I want my character to interact with items that Villagers do.
The few things that our character interacts with are what they already can with furniture in New Leaf, and that is unacceptable.

And a way to change the season and time in your campsite.

Oh yeah, and create a preview of your campsite with items before you get to craft them. This way, you won’t waste time on crafting items for your campsite if you don’t like the way your campsite looks when you set them out.


----------



## Flare (Apr 18, 2018)

I would want them to add more band/concert related items. Would also like to see more campsite backgrounds.


----------



## RAQ (Apr 19, 2018)

Lozzybear said:


> I wish the animals would actively walk around. It would definitely liven up the game for me.

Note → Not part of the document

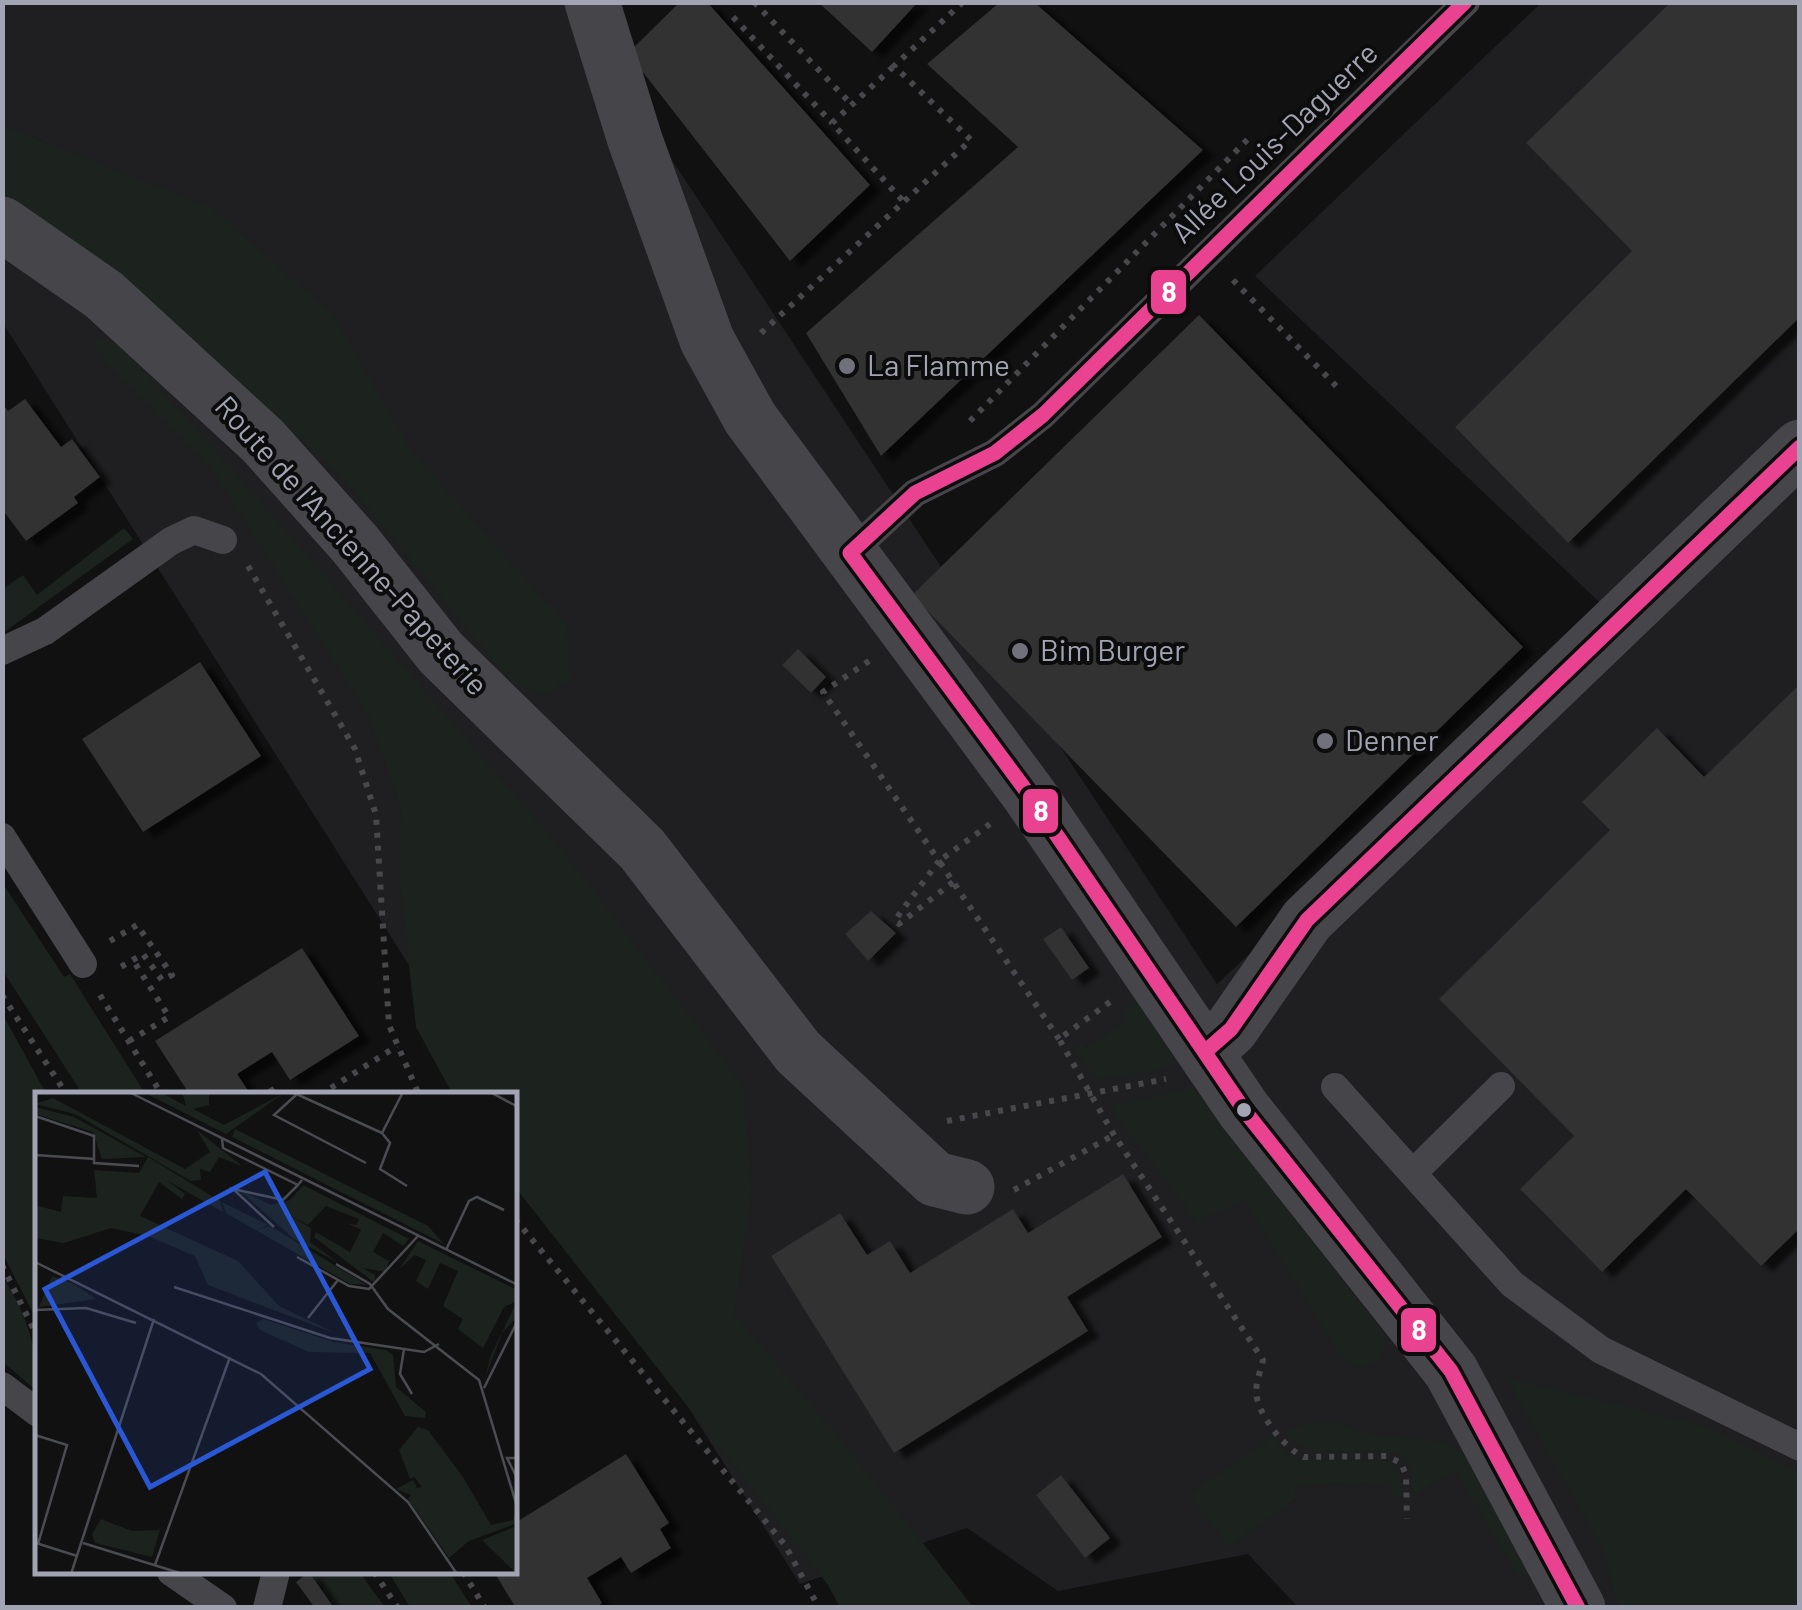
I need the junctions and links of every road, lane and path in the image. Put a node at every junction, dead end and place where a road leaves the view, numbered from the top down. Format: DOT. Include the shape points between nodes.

It's boring just watching them sit or stand around and not really do anything, but it might just be because I'm used to watching them move in NL.



AGREED!

It would be great to see them walk around and explore.  It would also be nice to see them walk up to you and stand there and wait for you to pay attention to them when they want something... like in New Leaf

- - - Post Merge - - -

Perhaps... instead of giving KUDOS to other players... maybe we can gift them 1 item from any section of our inventory.  I have a friend who has been trying to get a rare flower seed and still hasn't been able to get it.  It would be nice to be able to give her that rare seed which I have a lot of.

I understand NOT being able to gift event items but normal inventory stuff would be cool... if you happen to send them a duplicate item... they can sell it!


----------



## Merol14 (Apr 19, 2018)

And let us purchase the slot-game medals by quantities.

For example:  
Friend powder x30 + 5000 coins for 50 medals
Friend powder x 300 + 50,000 coins for 500 medals (this one can have a 24 hours timer just to make it more annoyingly fun lol)


----------



## Angel-Rae (Apr 19, 2018)

I said I really wanted new fish and bugs and I’ve been manically fishing all morning for new fish with no luck then I went to the island and caught a Goliath beetle first up. At least I got something new.


----------



## boring (Apr 21, 2018)

I want to make essence easier to get because,,, I never have enough???? why not????


----------